According to the research by Quantum Global, Kenya’s rate of economic growth is on track to exceed the average for sub-Saharan Africa for the eighth year in a row. This growth performance has been driven by strong domestic demand and public infrastructure investment in a context of low oil prices and domestic macroeconomic stability. Domestic consumption has been growing rapidly on the back of a growing middle class, rising incomes and rapid expansion of credit.
Commenting on the Kenyan economy, Prof. Mthuli Ncube, head of Quantum Global Research Lab stated: “Supported by a stable macroeconomic environment, Kenya presents investors with relatively high exchange rate risk, low levels of liquidity and very low import cover. However, going forward, the government policy of capping domestic interest rates is limiting growth on domestic credit to the private sector. This has the potential of being a drag on future economic growth, in an otherwise dynamic economy.”

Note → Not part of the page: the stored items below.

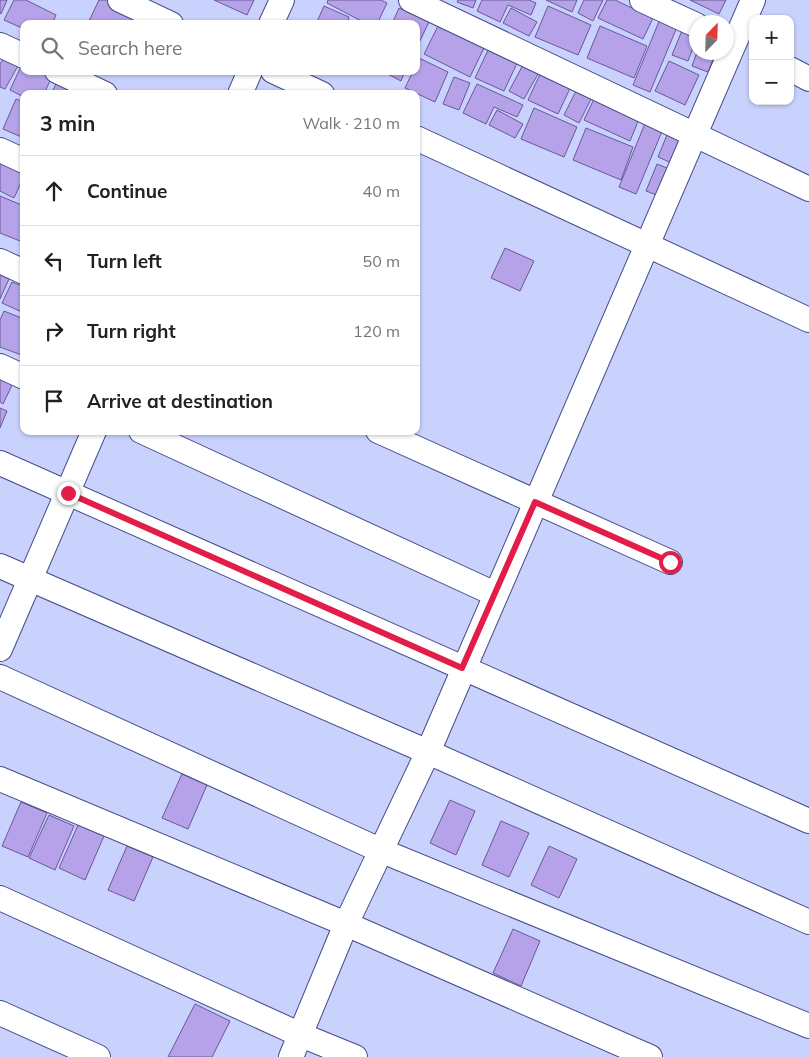 <!DOCTYPE html>
<meta charset="utf-8">
<style>
:root{--surface:#fff;--page:#f6f6f6;--text:#202124;--muted:#757577;--line:#e0e0e0}
body{margin:0;font-family:Mulish,sans-serif;background:var(--page);color:var(--text)}
.controls{position:absolute;right:15px;top:15px;display:grid;overflow:hidden;border-radius:10px;box-shadow:0 1px 4px #0004}
.controls button{width:45px;height:45px;display:grid;place-items:center;padding:0;border:0;border-bottom:1px solid var(--line);background:var(--surface);color:var(--text);font:25px sans-serif}
.compass{position:absolute;left:689px;top:15px;width:45px;height:45px;border-radius:50%;background:var(--surface);box-shadow:0 1px 4px #0004;rotate:23deg}
.stop{position:absolute;width:15px;height:15px;margin:-11px;border:4px solid #e11d48;border-radius:50%;background:#fff}
.stop.end{background:#e11d48;border-color:#fff;box-shadow:0 1px 5px #0008}
.list{margin:0;padding:0;list-style:none}
h2{display:flex;justify-content:space-between;align-items:center;height:65px;margin:0;padding:0 20px;font-size:21px}
h2 small{font-size:16px;font-weight:400;color:var(--muted)}
.list li{display:grid;grid-template-columns:32px 1fr auto;gap:15px;align-items:center;box-sizing:border-box;height:70px;padding:0 20px;border-top:1px solid var(--line)}
.list b{display:block;font-size:19px;white-space:nowrap}
.list em{font-size:16px;font-style:normal;color:var(--muted)}
.icon{flex:none;width:28px;height:28px;fill:none;stroke:currentColor;stroke-width:2;stroke-linecap:round;stroke-linejoin:round}
.map{position:relative;flex:none;width:809px;height:1057px;overflow:hidden}
.search{position:absolute;background:var(--surface);box-shadow:0 1px 4px #0004;left:20px;top:20px;width:400px;height:55px;display:flex;align-items:center;gap:12px;box-sizing:border-box;padding:0 18px;border-radius:10px;color:var(--muted);font-size:19px}
.panel{position:absolute;background:var(--surface);box-shadow:0 1px 4px #0004;left:20px;top:90px;width:400px;height:345px;border-radius:10px}
.map>svg:first-child{display:block}
.building{fill:#b5a2e8;stroke:#6a5898}
.lines{fill:none;stroke-linecap:round;stroke-linejoin:round}
.street-casing{stroke:#444c89;stroke-width:26}
.street{stroke:#fff;stroke-width:24}
.route{stroke:#e11d48;stroke-width:6}
</style>
<div class="map">
<svg width="809" height="1057" viewBox="0 0 809 1057">
<rect width="100%" height="100%" fill="#c9d1fd"/>
<!-- building -->
<g class="building">
<path d="M0 0H7L1 14 0 13Z"/>
<path d="M14 0H26L56 15 52 24H24V29L4 20Z"/>
<path d="M99 0H109L147 24H95L89 21Z"/>
<path d="M214 0H254L247 15Z"/>
<path d="M328 0H381L387 3 377 24H367L327 3Z"/>
<path d="M458 0H476L473 8 457 2Z"/>
<path d="M482 0H529L536 3 531 15 508 5 500 22 477 11Z"/>
<path d="M546 0H577L572 12Z"/>
<path d="M584 0H603L593 21 578 13Z"/>
<path d="M607 0H615L653 18 643 39 598 18Z"/>
<path d="M690 0H726L719 14Z"/>
<path d="M324 6 349 17 347 24H316Z"/>
<path d="M548 6 591 25 578 55 535 37Z"/>
<path d="M399 8 429 22 416 49V24H392Z"/>
<path d="M511 8 537 22 529 36 503 23Z"/>
<path d="M660 19 677 27 650 92 633 85Z"/>
<path d="M438 26 484 48 470 77 424 54Z"/>
<path d="M600 26 647 46 634 78 587 58Z"/>
<path d="M683 28 696 34V40L688 61 672 55Z"/>
<path d="M489 48 518 61 504 91 475 78Z"/>
<path d="M697 52H716L708 72 692 66Z"/>
<path d="M5 56 19 64 5 89 0 87V64Z"/>
<path d="M419 58 448 72 435 102 405 88 413 71H416Z"/>
<path d="M24 60V71H47L53 74 44 94H24V97L10 90Z"/>
<path d="M669 61 699 75 685 105 655 91Z"/>
<path d="M523 65 538 74 524 99 509 91Z"/>
<path d="M542 70 572 84 558 114 528 100Z"/>
<path d="M382 71H405L401 81Z"/>
<path d="M454 77 470 83 459 110 443 104Z"/>
<path d="M58 80 73 87 70 94H51Z"/>
<path d="M477 84 523 105 517 117 494 107 486 124 463 113Z"/>
<path d="M577 89 592 97 579 123 564 115Z"/>
<path d="M16 99 24 102V138L3 129Z"/>
<path d="M594 99 639 119 630 141 584 120Z"/>
<path d="M534 108 577 127 564 157 521 139Z"/>
<path d="M497 110 523 124 515 138 489 125Z"/>
<path d="M646 121 663 129 636 194 619 187Z"/>
<path d="M586 128 633 147 621 180 573 160Z"/>
<path d="M669 130 685 136 674 164 658 157Z"/>
<path d="M0 155 24 166V176L14 198 0 191Z"/>
<path d="M657 164 672 170 662 197 646 191Z"/>
<path d="M0 196 24 206V232L20 241 0 233Z"/>
<path d="M505 248 534 261 520 291 491 278Z"/>
<path d="M0 275 9 279 0 299Z"/>
<path d="M12 282 24 287V313L2 303Z"/>
<path d="M4 311 24 319V356L0 347V320Z"/>
<path d="M0 377 13 383 3 404 0 402Z"/>
<path d="M0 408 7 411 0 428Z"/>
<path d="M182 774 207 785 188 829 162 818Z"/>
<path d="M450 800 475 811 456 855 430 843Z"/>
<path d="M21 802 47 813 28 857 2 846Z"/>
<path d="M49 815 74 826 55 870 29 858Z"/>
<path d="M501 821 529 833 509 877 482 865Z"/>
<path d="M78 825 104 836 85 880 59 868Z"/>
<path d="M127 846 153 857 134 901 108 890Z"/>
<path d="M549 846 577 859 559 898 531 885Z"/>
<path d="M513 929 540 941 521 986 493 973Z"/>
<path d="M195 1004 230 1021 212 1057H168Z"/>
</g>
<g class="lines">
<!-- street casing -->
<g class="street-casing">
<g id="street">
<path d="M120 0 171 24"/>
<path d="M411 0 809 189"/>
<path d="M642 0 696 25"/>
<path d="M271 24 282 0"/>
<path d="M0 45 24 56"/>
<path d="M790 69 809 79"/>
<path d="M57 71 105 94"/>
<path d="M273 71 322 94"/>
<path d="M240 94 250 71"/>
<path d="M416 138 809 320"/>
<path d="M0 150 24 161"/>
<path d="M0 261 24 272"/>
<path d="M0 366 24 377"/>
<path d="M141 431 495 594"/>
<path d="M378 431 670 562"/>
<path d="M0 463 809 821"/>
<path d="M0 566 428 752 809 922"/>
<path d="M0 649 94 431"/>
<path d="M0 677 382 851 809 1026"/>
<path d="M0 779 346 924 650 1057"/>
<path d="M0 898 301 1035 355 1057"/>
<path d="M0 1013 98 1057"/>
<path d="M291 1057 346 924 428 752 753 0"/>
</g>
</g>
<!-- street -->
<use href="#street" class="street"/>
</g>
<g class="lines">
<!-- route -->
<path class="route" d="M68 493 462 668 535 502 670 562"/>
</g>
</svg>
<div class="controls">
<button>+</button>
<button>−</button>
</div>
<svg class="compass" viewBox="-18 -18 36 36"><path d="M0-13l5 13h-10z" fill="#e53935"/><path d="M0 13l5-13h-10z" fill="#757577"/></svg>
<div class="stop" style="left:670px;top:562px"></div>
<div class="stop end" style="left:68px;top:493px"></div>
<div class="search"><svg class="icon" aria-label="search" viewBox="0 0 24 24"><circle cx="10" cy="10" r="6"/><path d="M15 15l6 6"/></svg>Search here</div>
<section class="panel">
<h2>3 min<small>Walk · 210 m</small></h2>
<ul class="list">
<li><svg class="icon" aria-label="ahead" viewBox="0 0 24 24"><path d="M12 20V5M6 11l6-6 6 6"/></svg><div><b>Continue</b></div><em>40 m</em></li>
<li><svg class="icon" aria-label="left" viewBox="0 0 24 24"><path d="M17 20v-9H6M10 6l-5 5 5 5"/></svg><div><b>Turn left</b></div><em>50 m</em></li>
<li><svg class="icon" aria-label="right" viewBox="0 0 24 24"><path d="M7 20v-9h11M14 6l5 5-5 5"/></svg><div><b>Turn right</b></div><em>120 m</em></li>
<li><svg class="icon" aria-label="arrive" viewBox="0 0 24 24"><path d="M6 21V4h12l-3 4 3 4H6"/></svg><div><b>Arrive at destination</b></div></li>
</ul>
</section>
</div>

Public investment and fiscal transfers to counties has ensured that the growth has been geographically broad-based. Low oil prices and a surge in remittances have allowed a contraction in the current account deficit recently, although the gap between imports and exports is still wide and presents a risk, especially if oil prices rise. Economic growth has been reasonably well diversified, especially in services sectors, although manufacturing has underperformed. Low inflation and currency stability over the past two years have been conducive for investment.

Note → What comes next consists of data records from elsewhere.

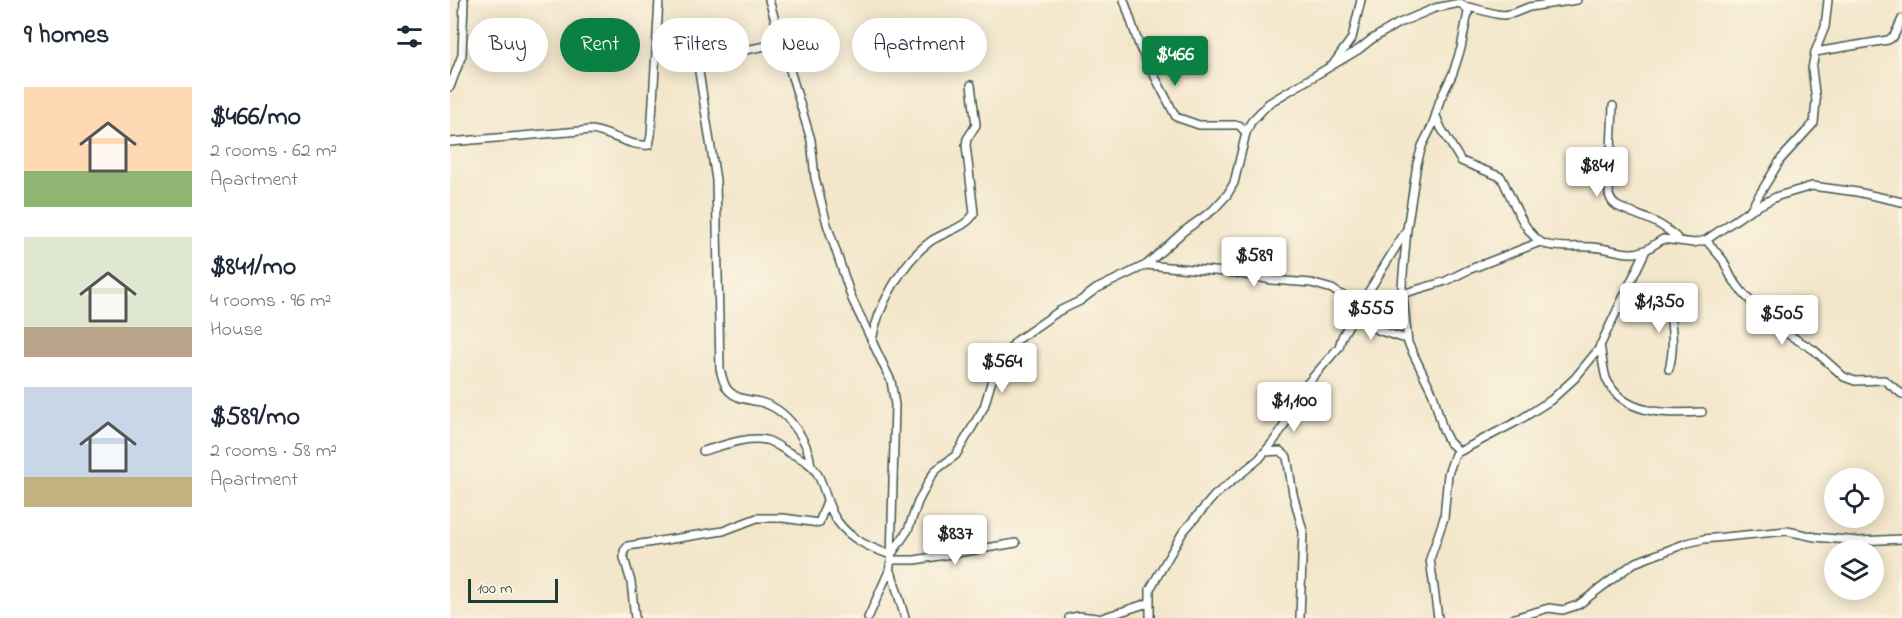 <!DOCTYPE html>
<html lang="en">
<head>
<meta charset="utf-8">
<style>
  body { margin:0; font-family:"Indie Flower",sans-serif; background:#f6f6f7; color:#1f2937; height:100vh; display:flex; flex-direction:column; font-size:22px; white-space:nowrap }
  * { box-sizing:border-box; margin:0 }
  p { font-size:20px; color:#747a83 }
  .icon { flex:none; width:33px; height:33px; fill:none; stroke:currentColor; stroke-width:2; stroke-linecap:round; stroke-linejoin:round }
  .map { position:relative; flex:1; overflow:hidden }
  .details { display:flex; flex-direction:column; background:#fff; width:450px }
  .details>* { flex:none }
  .banner { position:absolute; left:18px; top:18px; width:570px; height:54px; display:flex; gap:12px }
  .controls { position:absolute; left:1374px; top:468px; display:grid; gap:12px }
  .controls a { display:grid; place-items:center; width:60px; height:60px; border-radius:50%; background:#fff; box-shadow:0 3px 15px #0003; font-size:30px }
  .scale { position:absolute; left:18px; bottom:15px; width:90px; box-sizing:border-box; padding-left:6px; border:3px solid #1f3d34; border-top:0; font-size:16px; line-height:21px; white-space:nowrap; color:#1f3d34; -webkit-text-stroke:4px #fcf5e5; paint-order:stroke }
  .price { position:absolute; translate:-50% -51px; padding:0 14px; border-radius:6px; background:#fff; color:#222; font-size:20px; line-height:39px; filter:drop-shadow(0 2px 3px #0008) }
  .price::after { content:''; position:absolute; left:50%; top:36px; width:18px; height:14px; margin-left:-9px; background:inherit; clip-path:polygon(0 0,100% 0,50% 100%) }
  .price.on { background:#0b8043; color:#fff }
  ul { padding:0; list-style:none }
  li { display:flex; align-items:center; gap:18px; height:150px; padding:0 24px }
  li span { display:grid; place-items:center; flex:none; width:168px; height:120px; border-radius:0px; color:#555 }
  li>.icon { margin-inline-start:auto }
  span .icon { width:72px; height:72px; fill:#fffc; stroke-width:1 }
  li b { font-size:26px }
  h2 { display:flex; justify-content:space-between; align-items:center; height:72px; padding:0 24px; font-size:26px }
  .pill { padding:0 21px; border-radius:27px; background:#fff; box-shadow:0 3px 15px #0003; font-size:21px; line-height:54px }
  .pill.on { background:#0b8043; color:#fff }
  main { display:flex; flex:1; min-height:0 }
  .map>svg:first-child { display:block }
</style>
</head>
<body>
<main>
<section class="details">
<h2>9 homes<svg class="icon" aria-label="filters" viewBox="0 0 24 24"><path d="M4 7h16M4 17h16"/><circle cx="9" cy="7" r="2"/><circle cx="15" cy="17" r="2"/></svg></h2>
<ul>
<li><span style="background:linear-gradient(#ffd9b3 70%,#8fb573 0)"><svg class="icon" aria-label="home" viewBox="0 0 24 24"><path d="M3 11l9-7 9 7M6 9v11h12V9"/></svg></span><div><b>$466/mo</b><p>2 rooms · 62 m²</p><p>Apartment</p></div></li>
<li><span style="background:linear-gradient(#dfe7d0 75%,#b9a48a 0)"><svg class="icon" aria-label="home" viewBox="0 0 24 24"><path d="M3 11l9-7 9 7M6 9v11h12V9"/></svg></span><div><b>$841/mo</b><p>4 rooms · 96 m²</p><p>House</p></div></li>
<li><span style="background:linear-gradient(#c9d6e8 75%,#c2b280 0)"><svg class="icon" aria-label="home" viewBox="0 0 24 24"><path d="M3 11l9-7 9 7M6 9v11h12V9"/></svg></span><div><b>$589/mo</b><p>2 rooms · 58 m²</p><p>Apartment</p></div></li>
</ul>
</section>
<div class="map">
<svg width="1452" height="618" viewBox="0 0 1452 618">
  <rect width="100%" height="100%" fill="#fcf5e5"/>
  <filter id="ink" filterUnits="userSpaceOnUse"><feTurbulence type="fractalNoise" baseFrequency=".0167" numOctaves="2"/><feDisplacementMap in="SourceGraphic" scale="12" xChannelSelector="R" yChannelSelector="G"/><feConvolveMatrix kernelMatrix="1 2 1 2 8 2 1 2 1" color-interpolation-filters="sRGB"/></filter>
  <filter id="wash" filterUnits="userSpaceOnUse"><feTurbulence type="fractalNoise" baseFrequency=".008" numOctaves="4" result="noise"/><feDisplacementMap in="SourceGraphic" scale="24" xChannelSelector="R" yChannelSelector="G"/><feGaussianBlur stdDeviation="1.35" result="paint"/><feColorMatrix in="noise" values="0 0 0 0 0 0 0 0 0 0 0 0 0 0 0 0 0 1.4 0 .05"/><feComposite in="paint" operator="in"/></filter>
  <g filter="url(#wash)">
    <rect width="100%" height="100%" fill="#f3e6ca"/>
  </g>
  <g filter="url(#ink)">
    <g fill="none" stroke-linecap="round" stroke-linejoin="round">
      <g stroke="#3f564a" stroke-width="10">
        <path id="minor" d="M319 0 361 140 365 178 377 224 402 299 441 381 445 405 441 560 439 571 418 618
          M674 0 690 48 726 117 749 125H789L796 133
          M332 43 247 59 266 180 270 369C272 376 274 387 279 391 288 400 298 399 310 402 336 408 358 439 361 465
          M1365 52 1438 40 1444 36 1452 19
          M884 63 902 38 911 0
          M0 87 12 55 14 0
          M1163 106 1159 195C1161 200 1162 203 1167 206 1191 218 1209 219 1229 240
          M986 116 991 128 1011 161 1051 177C1061 195 1076 241 1098 245 1115 249 1133 245 1150 248 1166 250 1181 257 1195 250
          M0 142 142 130C161 133 180 147 199 145L201 135 209 0
          M1300 210 1331 159 1364 123 1366 101 1362 69 1365 52 1375 27 1378 0
          M1256 240 1273 260 1281 277 1293 293 1314 316 1331 330 1364 350 1394 377 1405 381 1434 380 1452 394
          M696 265 786 273 822 280 861 283 882 289 891 295 913 301
          M952 294 996 281 1018 270 1090 242
          M1217 301C1222 322 1225 347 1219 369
          M1167 310 1233 298
          M906 312C916 330 938 333 957 339
          M422 341C427 307 453 261 481 241 494 232 518 227 524 213L516 145 517 139 526 125 521 85
          M1150 345C1152 355 1153 368 1156 378 1172 416 1219 414 1252 412
          M253 451C272 446 296 436 316 440 324 442 332 449 340 453 352 459 362 463 368 475 376 490 377 508 388 522 401 540 421 548 441 555L458 530 468 502 481 477 486 470 506 455 534 407 541 383 551 361 566 341 609 311 630 301 646 289 696 265 734 231 763 210 777 195 784 183 796 133 801 122 819 103 908 50 922 39 947 24 985 8 1010 3 1016 8 1019 7 1046 14 1054 15 1064 13 1079 7 1127 0
          M1009 451 999 442 993 430 983 394 958 343 952 286 957 229 967 164 972 146 983 124 990 100 1003 73 1011 48 1019 7
          M816 452 830 451 837 457 843 494 853 531 850 618
          M441 560H465L566 543
          M439 571 442 574 455 618
          M185 618 181 582 174 558V551L178 546 273 531 307 518H333L369 523 377 501
          M619 618 629 616 647 618
          M652 618 698 603
          M700 618V589L733 532 765 495 809 459 823 442 832 429 856 385 889 347 892 337 906 312 957 229
          M988 618 980 559 994 518 998 474 1005 454 1068 421 1101 400 1125 378 1148 350 1196 250 1213 239 1244 243 1256 240 1300 210 1328 196 1362 186 1407 192 1452 202
          M1064 618 1099 608 1113 610 1128 605 1184 563 1237 543 1254 539 1337 531 1365 537 1409 541 1452 539"/>
      </g>
      <use href="#minor" stroke="#fff" stroke-width="7"/>
    </g>
  </g>
</svg>
<div class="controls">
<a><svg class="icon" aria-label="locate" viewBox="0 0 24 24"><circle cx="12" cy="12" r="6"/><path d="M12 2v4M12 18v4M2 12h4M18 12h4"/></svg></a>
<a><svg class="icon" aria-label="layers" viewBox="0 0 24 24"><path d="M12 4l9 5-9 5-9-5zM3 14l9 5 9-5"/></svg></a>
</div>
<div class="scale">100 m</div>
<b class="price on" style="left:725px;top:87px">$466</b>
<b class="price" style="left:1147px;top:198px">$841</b>
<b class="price" style="left:804px;top:288px">$589</b>
<b class="price" style="left:1209px;top:334px">$1,350</b>
<b class="price" style="left:921px;top:341px">$555</b>
<b class="price" style="left:1332px;top:346px">$505</b>
<b class="price" style="left:552px;top:394px">$564</b>
<b class="price" style="left:844px;top:433px">$1,100</b>
<b class="price" style="left:505px;top:566px">$837</b>
<div class="banner">
<a class="pill">Buy</a>
<a class="pill on">Rent</a>
<a class="pill">Filters</a>
<a class="pill">New</a>
<a class="pill">Apartment</a>
</div>
</div>
</main>
</body>
</html>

The research also highlights that Kenya faces a number of external and internal risks that could dampen the economy in 2018 including the global financial volatility (especially following the election of Donald Trump in the United States), and a risk of capital flight from frontier economies. Oil prices are expected to lift modestly next year, but the impact on the balance of payments could be offset by recovery in tourism and FDI. The major internal risks relate to possible political instability in the run-up to the August 8 2017 general elections, associated delays in fiscal consolidation, and the recent capping of interest rates, which could restrict access to credit and impair bank performance.
Mthuli concluded: “Overall, the outlook for Kenya’s economy over the coming years looks bright. Both the World Bank and International Monetary Fund (IMF) are forecasting growth rates of around 6% for the next three to four years. Growth will continue to be supported by robust domestic consumption, public infrastructure investments in transport, energy and information and communications technology (ICT), and remittances from abroad.”
According to the report, the top five African investment destinations attracted an overall FDI of US$13.6bn. Botswana was ranked the most attractive economy for investments flowing into the African continent followed by Morocco, Egypt, South Africa and Zambia.